Our adoption journey to Guatemala

April 13, 2005

The High Price of Chiclets

Kimberly bought some Chiclets chewing gum from a young boy on the street yesterday. We paid 20 quetzels (almost $3) for a few pieces of gum ... but it was worth every penny to us to see the smiles on his and his mother's faces.

Every time we travel here, we see the faces of our own children in those of Guatemalans who are less fortunate. We see them at the airport, on the streets of Guatemala City and in the town square of Antigua, and we desperately want to help all of them. Many of them look as if there growth has been stunted by malnutrition, and I suspect most of them are truly needy. While we are relucant to just hand them money, we will buy goods from them. And while I'll usually try to negotiate with an adult Guatemalan if I think the price for a particular item is too high, I tend to pay whatever price a Guatemalan child quotes to me -- and sometimes more.

I can remember buying necklaces from two girls in Antigua on our trip to adopt Anthony. The girls were sitting on a stoop together, and Kimberly says they were probably sisters. They probably thought I was crazy for insisting on buying necklaces from both of them when the money was going to the same family. But I couldn't help it. I wanted something from each of them.

Three years ago, Kimberly did something a little different. She bought ice cream for the children who were eating lunch in Antigua's town square next to the bench where we sat. And this year, Kimberly brought a bag of bite-size candy bars to hand out in the town square. I'm sure that will be just as big of a hit here as it was in Russia, when I gave a bag of chocolates to the eight-year-old son of two of the Christians there.

I overpaid for the Chiclets yesterday only because I didn't have any smaller bills. But now that I've done it once, I might just do it again and again. It makes me happy, and it makes the children happy, if only for a brief time.


  • At 4/13/2005 3:44 PM, Anonymous Charlene said…

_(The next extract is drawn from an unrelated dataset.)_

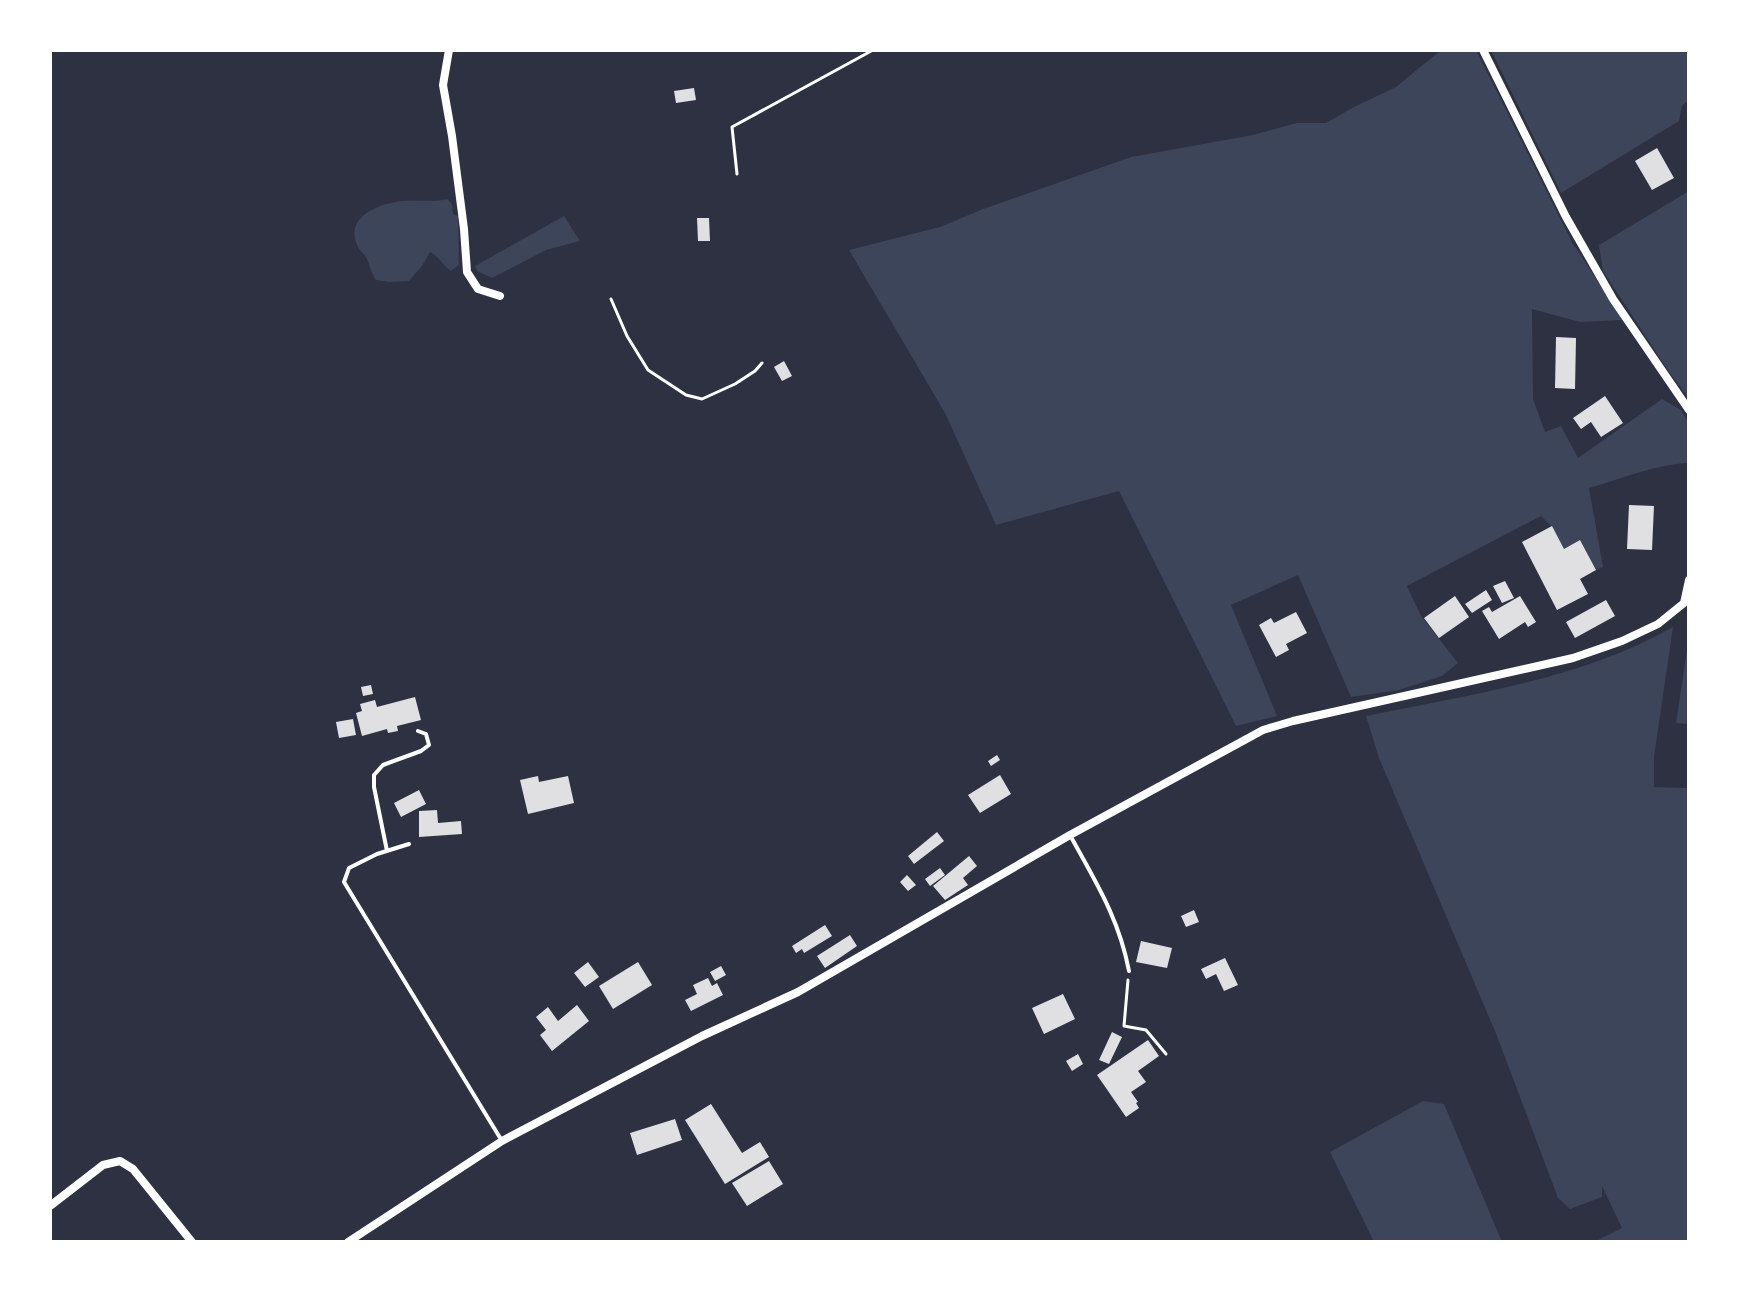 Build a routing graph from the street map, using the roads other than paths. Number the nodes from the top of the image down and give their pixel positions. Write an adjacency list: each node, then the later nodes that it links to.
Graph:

    I'm glad you can get such a good feeling from giving out candy and seeing the smiles on kids faces. Maybe you should give them toothbrushes to go alone with the candy. haha. I can't wait to have you all back, even though I wouldn't have seen you 'til tonight anyway. I can't wait to meet Catie and hear more about your adventures. I'm glad Danny is such a blogger because otherwise I wouldn't know all the stuff I do. I'm sorry I haven't been able to get on as much as I would like to, things are busy with school and I just finished writing a letter to the Adopt-A-Student committee to see if they will help me so that I don't have to invade your privacy this fall, so much earlier than planned, and hopefully I will make it down to Florida, even though I would love to stay and watch Catie, Eli, and Anthony grow up. Hope all is well. If you could, grab me one of those necklaces (I know that was earlier) or a necklace with something native on it, and I'll pay you for it when you get back. Nothing to expensive, I just would like something from the area--if not that's fine too, just figured I'd make a request before you leave.